Activity.
Which lines have the string "爱国东街"? Copy all of them from the entries below.

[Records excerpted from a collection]
..............................

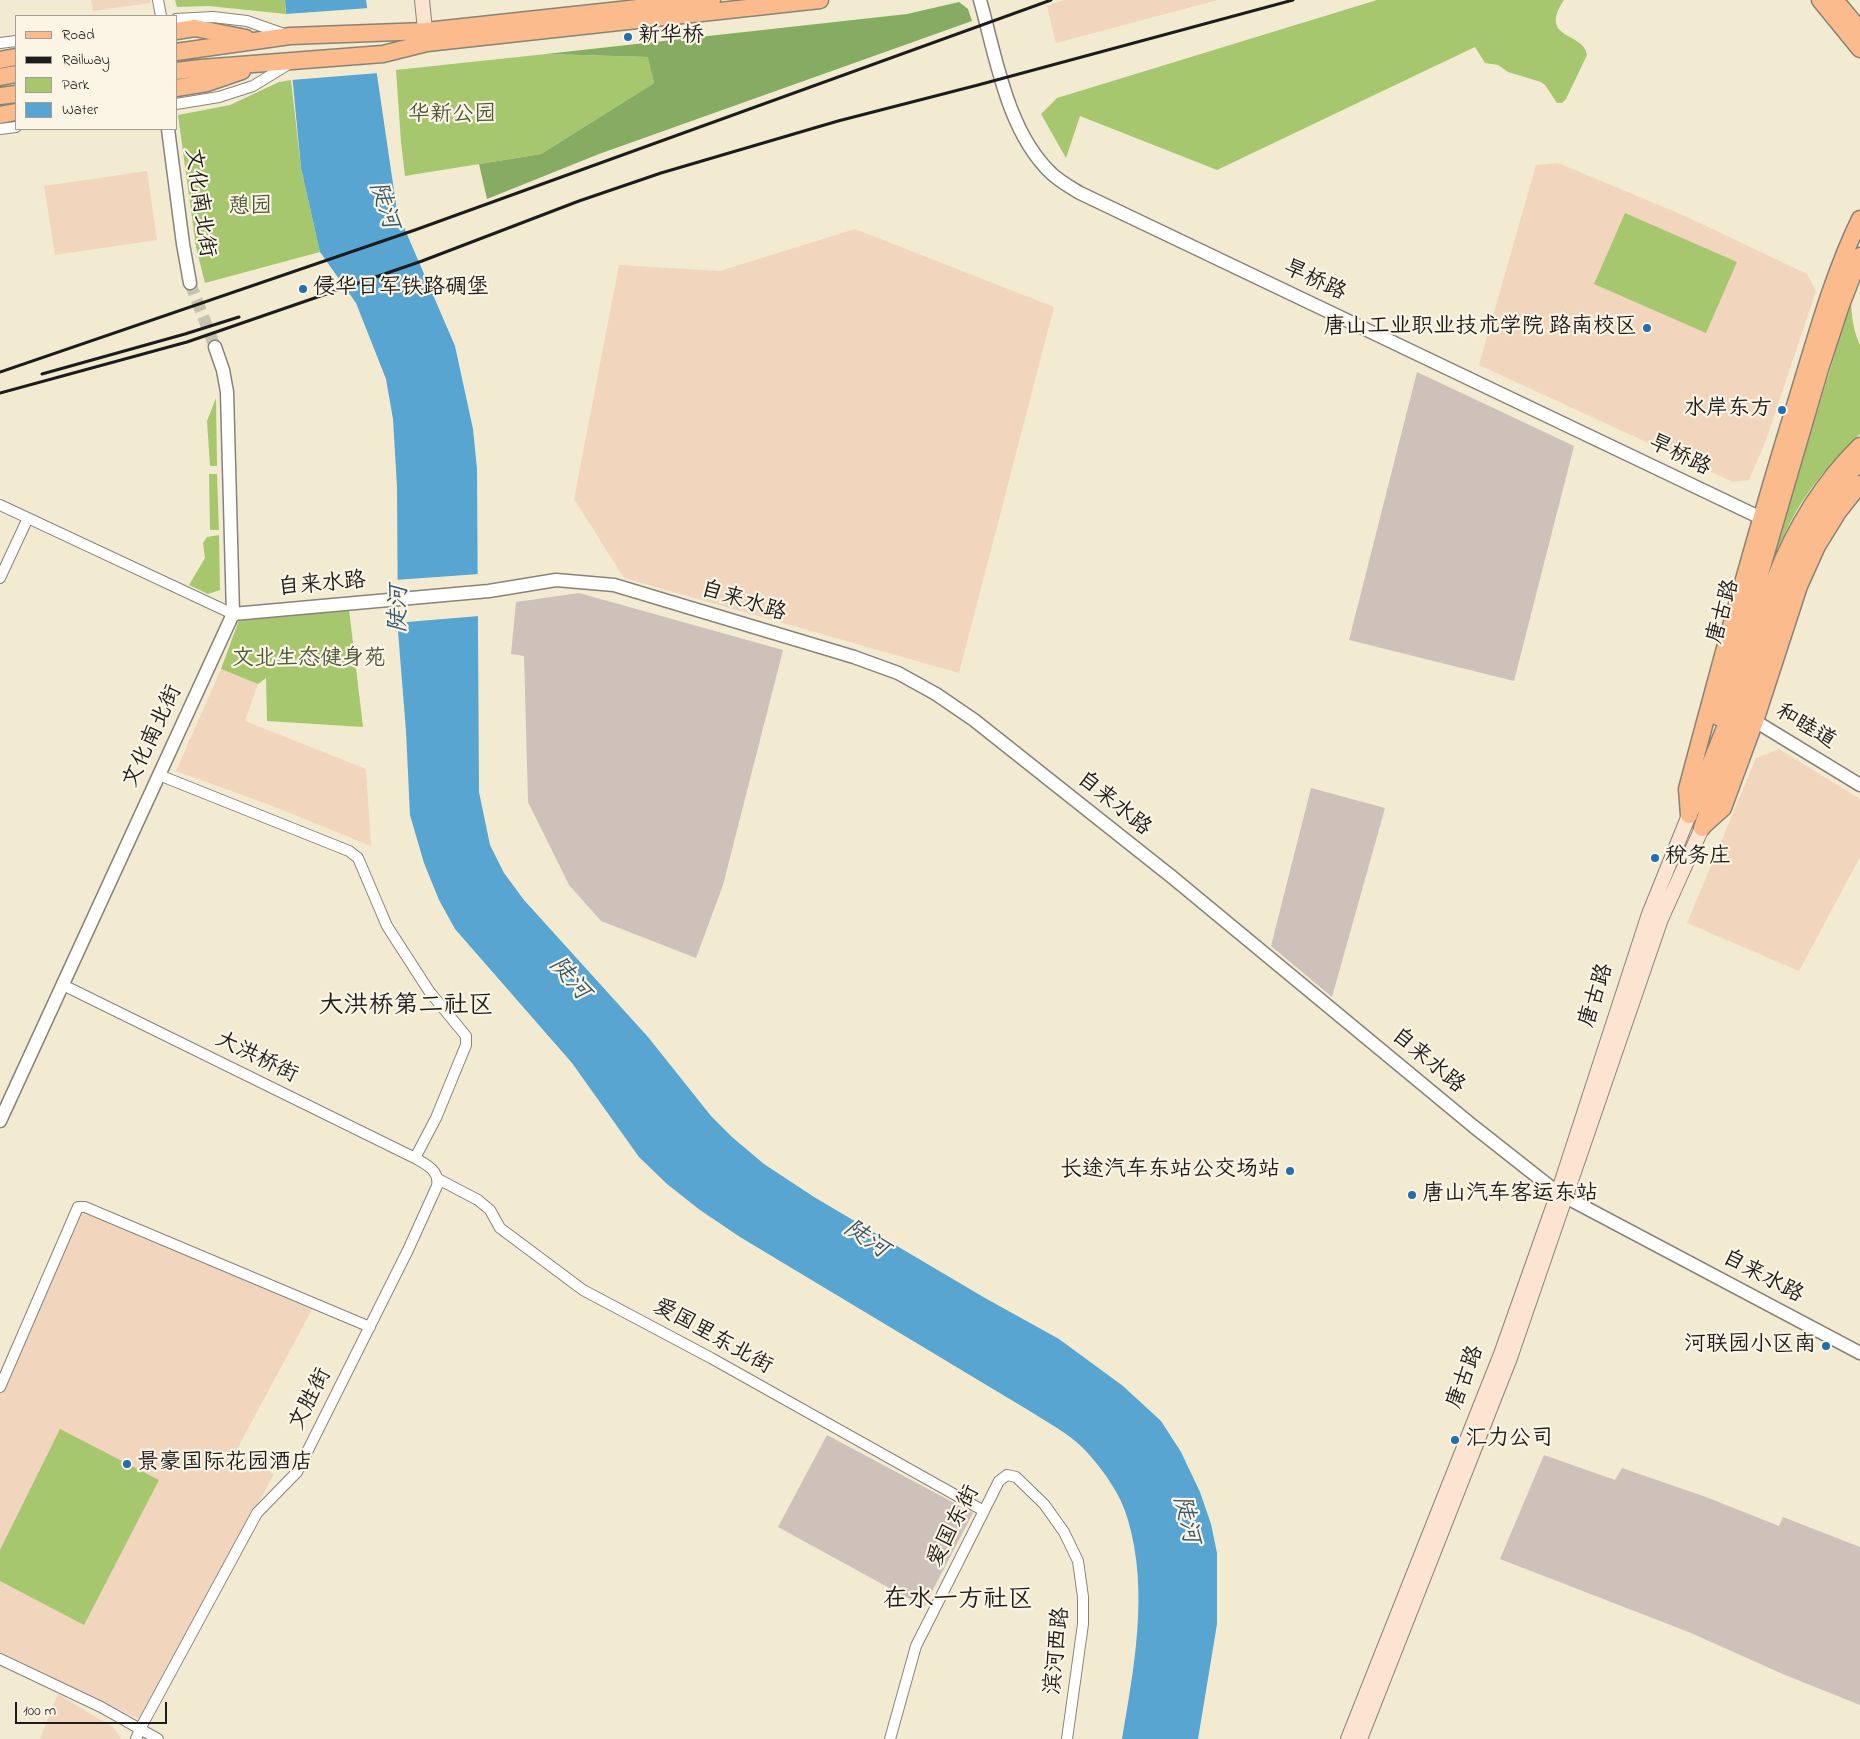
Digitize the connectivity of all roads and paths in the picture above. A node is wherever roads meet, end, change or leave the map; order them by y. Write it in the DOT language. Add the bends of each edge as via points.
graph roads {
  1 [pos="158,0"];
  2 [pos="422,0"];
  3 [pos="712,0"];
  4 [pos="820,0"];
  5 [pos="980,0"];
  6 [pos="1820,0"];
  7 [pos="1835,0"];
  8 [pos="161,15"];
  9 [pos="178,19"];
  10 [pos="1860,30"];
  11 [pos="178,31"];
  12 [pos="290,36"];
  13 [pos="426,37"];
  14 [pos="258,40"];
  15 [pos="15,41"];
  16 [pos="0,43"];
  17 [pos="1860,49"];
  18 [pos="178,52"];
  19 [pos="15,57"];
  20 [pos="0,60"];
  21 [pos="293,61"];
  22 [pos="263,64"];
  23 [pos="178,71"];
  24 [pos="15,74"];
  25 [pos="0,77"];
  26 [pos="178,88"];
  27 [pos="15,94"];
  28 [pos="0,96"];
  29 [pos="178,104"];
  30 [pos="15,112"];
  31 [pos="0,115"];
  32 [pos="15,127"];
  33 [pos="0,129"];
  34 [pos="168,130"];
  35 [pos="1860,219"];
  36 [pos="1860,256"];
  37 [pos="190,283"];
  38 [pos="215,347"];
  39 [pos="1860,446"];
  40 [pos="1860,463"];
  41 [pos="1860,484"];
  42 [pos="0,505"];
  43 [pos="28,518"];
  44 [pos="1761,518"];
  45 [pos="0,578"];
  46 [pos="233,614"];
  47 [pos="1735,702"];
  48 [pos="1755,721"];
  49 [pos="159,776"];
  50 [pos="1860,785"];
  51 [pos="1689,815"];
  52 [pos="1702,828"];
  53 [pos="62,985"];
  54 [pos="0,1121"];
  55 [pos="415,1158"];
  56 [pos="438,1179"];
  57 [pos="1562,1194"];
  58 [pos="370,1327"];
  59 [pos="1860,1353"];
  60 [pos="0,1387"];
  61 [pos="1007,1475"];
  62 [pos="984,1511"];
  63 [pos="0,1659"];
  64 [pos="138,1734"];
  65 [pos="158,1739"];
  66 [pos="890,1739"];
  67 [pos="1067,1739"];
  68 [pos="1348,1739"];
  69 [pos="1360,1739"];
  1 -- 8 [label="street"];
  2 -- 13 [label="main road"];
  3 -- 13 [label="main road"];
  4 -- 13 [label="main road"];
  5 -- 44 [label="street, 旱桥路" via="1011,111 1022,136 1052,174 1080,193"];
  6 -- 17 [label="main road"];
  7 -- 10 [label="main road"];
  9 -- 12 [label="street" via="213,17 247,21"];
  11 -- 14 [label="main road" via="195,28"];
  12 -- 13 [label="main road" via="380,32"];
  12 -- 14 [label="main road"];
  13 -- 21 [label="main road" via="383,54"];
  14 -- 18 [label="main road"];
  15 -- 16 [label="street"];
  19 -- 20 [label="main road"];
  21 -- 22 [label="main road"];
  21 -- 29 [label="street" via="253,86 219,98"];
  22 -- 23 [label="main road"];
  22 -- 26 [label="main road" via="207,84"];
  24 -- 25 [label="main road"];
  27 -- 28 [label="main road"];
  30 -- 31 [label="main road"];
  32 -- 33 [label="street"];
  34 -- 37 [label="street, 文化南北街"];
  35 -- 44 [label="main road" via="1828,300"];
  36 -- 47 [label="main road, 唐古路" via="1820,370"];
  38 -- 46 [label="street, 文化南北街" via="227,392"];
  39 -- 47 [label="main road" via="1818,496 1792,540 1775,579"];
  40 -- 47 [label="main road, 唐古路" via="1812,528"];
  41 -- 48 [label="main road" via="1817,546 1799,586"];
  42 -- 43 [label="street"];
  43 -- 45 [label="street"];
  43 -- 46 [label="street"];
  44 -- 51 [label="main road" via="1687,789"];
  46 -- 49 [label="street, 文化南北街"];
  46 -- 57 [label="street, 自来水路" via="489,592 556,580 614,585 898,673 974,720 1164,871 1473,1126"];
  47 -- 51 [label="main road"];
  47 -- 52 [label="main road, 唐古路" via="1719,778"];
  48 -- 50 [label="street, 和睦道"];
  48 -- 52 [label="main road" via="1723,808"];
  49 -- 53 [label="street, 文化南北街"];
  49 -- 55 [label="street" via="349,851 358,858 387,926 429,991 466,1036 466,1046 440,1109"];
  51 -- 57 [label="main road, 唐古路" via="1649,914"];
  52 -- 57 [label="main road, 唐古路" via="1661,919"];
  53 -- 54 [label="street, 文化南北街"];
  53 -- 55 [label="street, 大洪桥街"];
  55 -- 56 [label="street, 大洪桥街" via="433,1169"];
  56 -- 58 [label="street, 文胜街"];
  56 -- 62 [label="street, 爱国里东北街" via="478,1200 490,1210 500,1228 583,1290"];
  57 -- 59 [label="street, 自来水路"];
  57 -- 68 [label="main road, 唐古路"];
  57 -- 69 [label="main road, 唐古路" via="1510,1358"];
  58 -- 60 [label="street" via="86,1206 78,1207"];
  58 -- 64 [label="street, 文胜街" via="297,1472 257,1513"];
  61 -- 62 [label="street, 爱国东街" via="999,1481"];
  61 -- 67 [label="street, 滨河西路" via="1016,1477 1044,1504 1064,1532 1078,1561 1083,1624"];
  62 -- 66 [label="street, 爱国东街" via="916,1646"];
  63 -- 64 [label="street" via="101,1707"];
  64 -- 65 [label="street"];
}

..............................

Problem solution.
  61 -- 62 [label="street, 爱国东街" via="999,1481"];
  62 -- 66 [label="street, 爱国东街" via="916,1646"];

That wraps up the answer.